* Problem requirements *
Nothing outside the range is wanted. Repeat exactly the lines below from the one with "ring pip: (733, 600)" through the one with "middle tip: (1174, 729)".

* Records supplied *

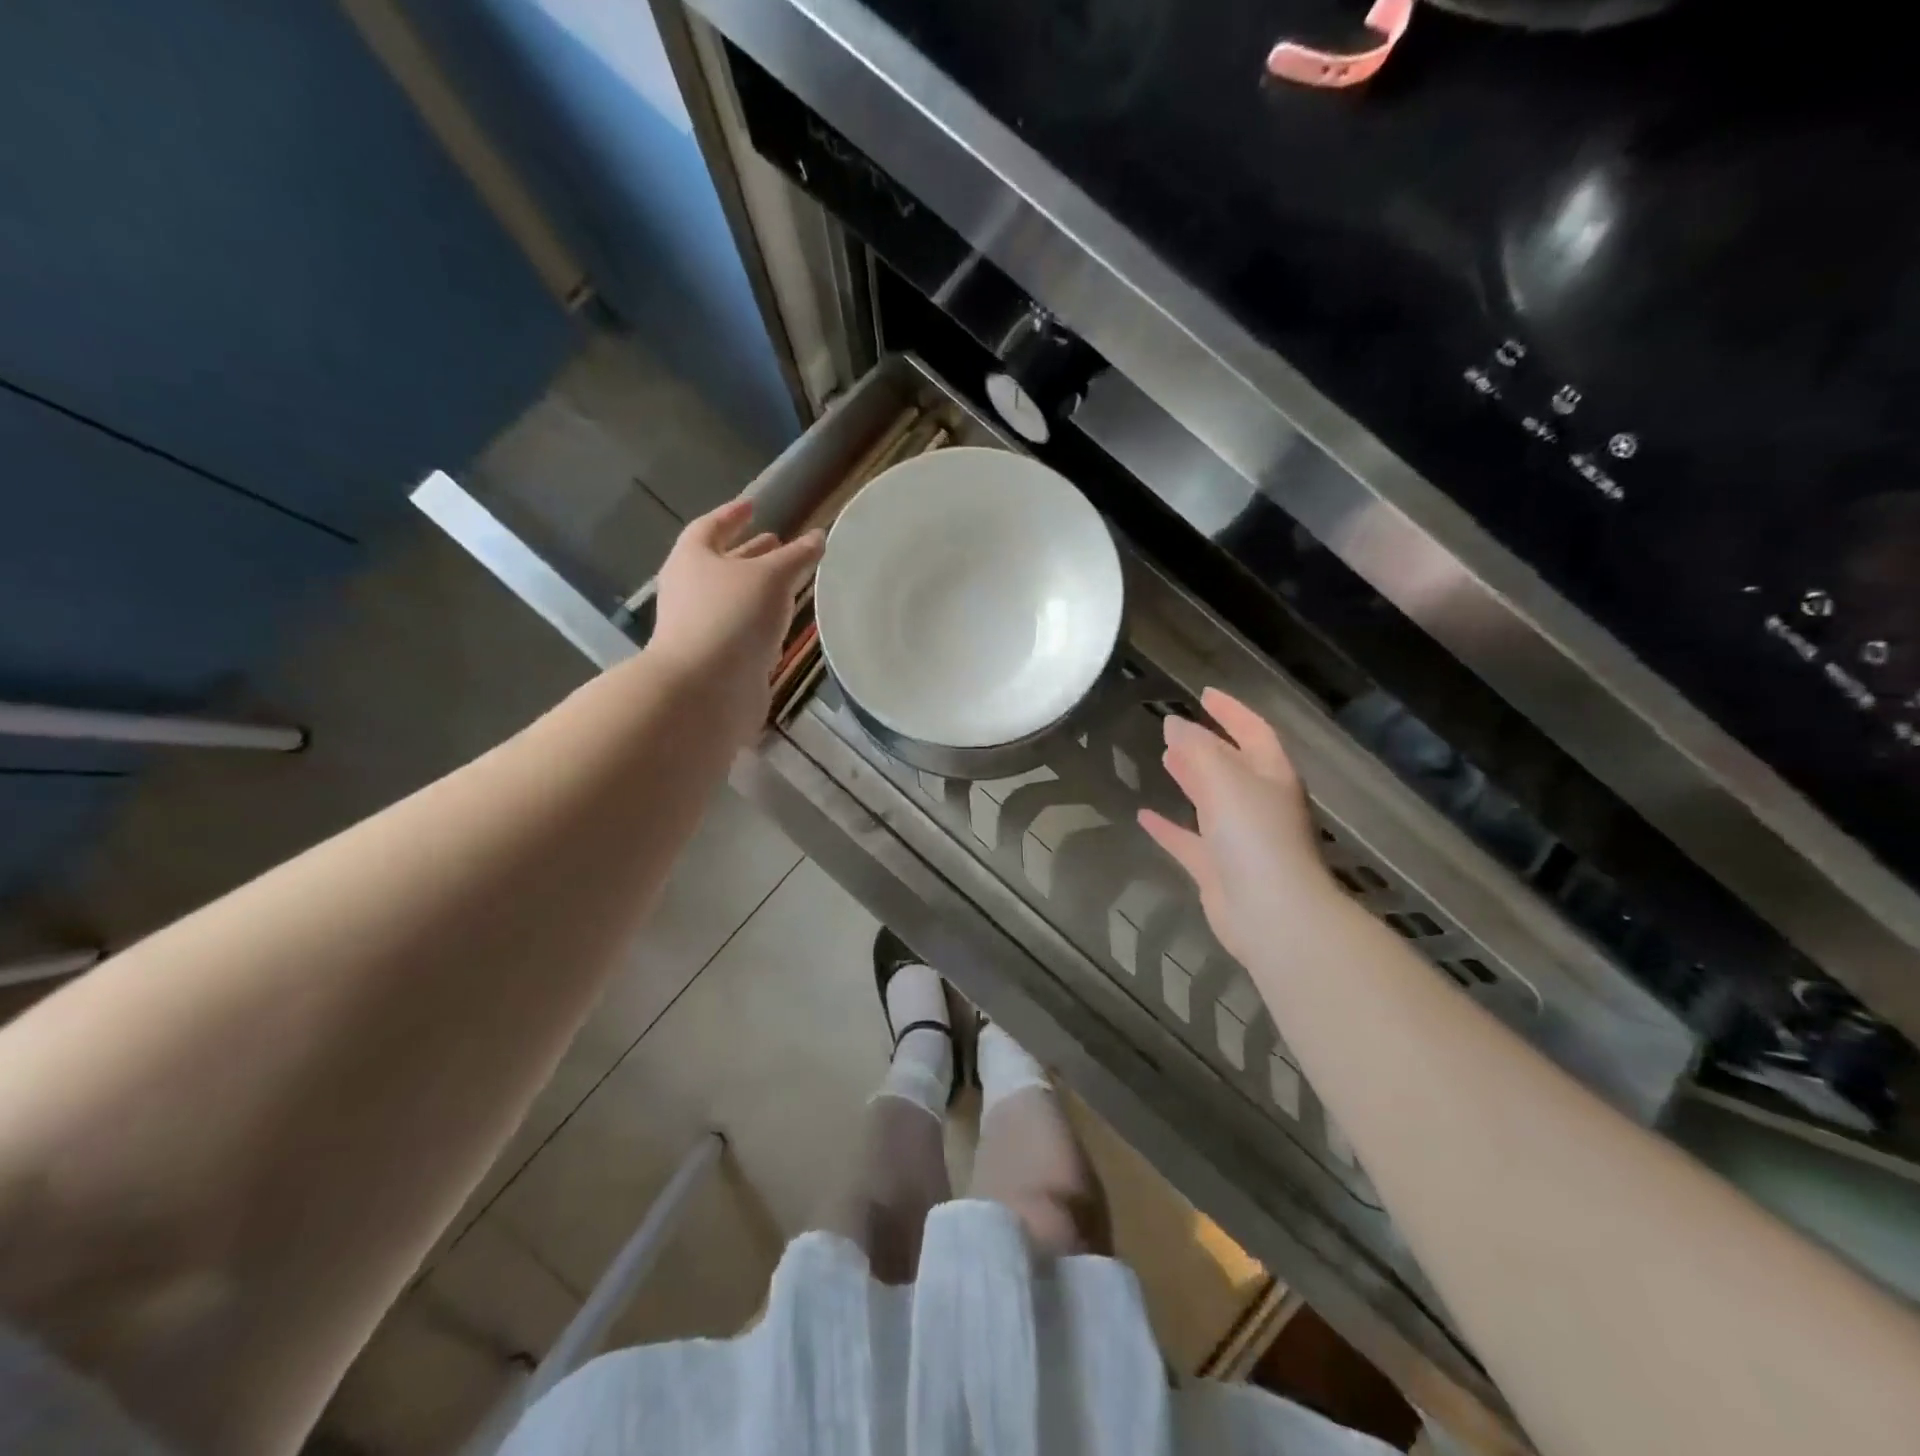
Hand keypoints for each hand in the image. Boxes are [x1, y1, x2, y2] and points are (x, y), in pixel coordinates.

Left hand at [649, 501, 823, 745]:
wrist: (705, 689)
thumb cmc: (732, 617)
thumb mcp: (771, 577)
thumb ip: (796, 557)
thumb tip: (817, 536)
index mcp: (692, 559)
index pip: (711, 527)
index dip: (733, 515)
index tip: (754, 506)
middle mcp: (690, 591)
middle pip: (720, 564)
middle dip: (750, 553)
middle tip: (778, 543)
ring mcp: (700, 627)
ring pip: (733, 600)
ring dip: (758, 590)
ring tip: (788, 584)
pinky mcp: (715, 659)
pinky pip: (740, 632)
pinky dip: (760, 624)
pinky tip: (782, 627)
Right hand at [1138, 689, 1339, 966]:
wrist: (1269, 912)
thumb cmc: (1254, 836)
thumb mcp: (1224, 779)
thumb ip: (1197, 748)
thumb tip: (1174, 725)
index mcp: (1272, 776)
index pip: (1253, 731)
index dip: (1231, 711)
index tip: (1204, 694)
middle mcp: (1259, 803)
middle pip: (1231, 765)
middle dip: (1206, 745)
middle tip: (1174, 729)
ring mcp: (1240, 839)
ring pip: (1211, 800)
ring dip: (1190, 778)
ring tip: (1164, 759)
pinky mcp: (1218, 869)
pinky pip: (1189, 840)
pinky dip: (1169, 826)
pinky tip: (1144, 816)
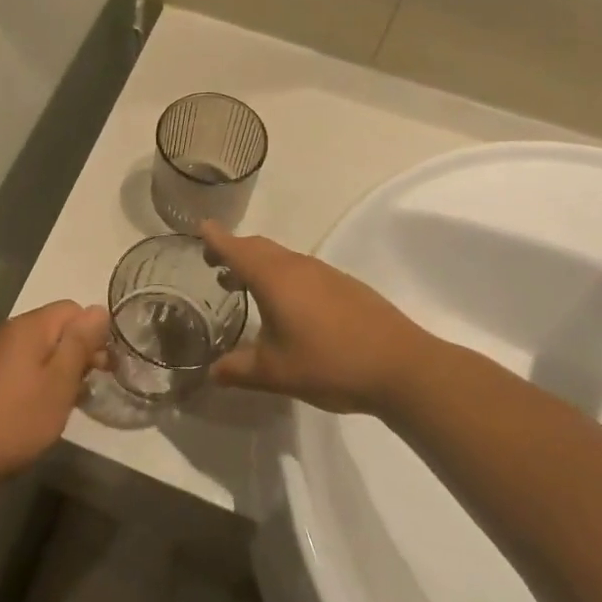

* Exercise result *
ring pip: (733, 600)
ring dip: (758, 590)
ring tip: (788, 584)
pinky mcp: (715, 659)
pinky pip: (740, 632)
pinky dip: (760, 624)
pinky tip: (782, 627)
Right hand at [1138, 689, 1339, 966]:
wrist: (1269, 912)
thumb cmc: (1254, 836)
thumb mcp: (1224, 779)
thumb ip: (1197, 748)
thumb tip: (1174, 725)
index mcp: (1272, 776)
index pip: (1253, 731)
index dip: (1231, 711)
index tip: (1204, 694)
middle mcp: (1259, 803)
middle pip: (1231, 765)
middle dip: (1206, 745)
middle tip: (1174, 729)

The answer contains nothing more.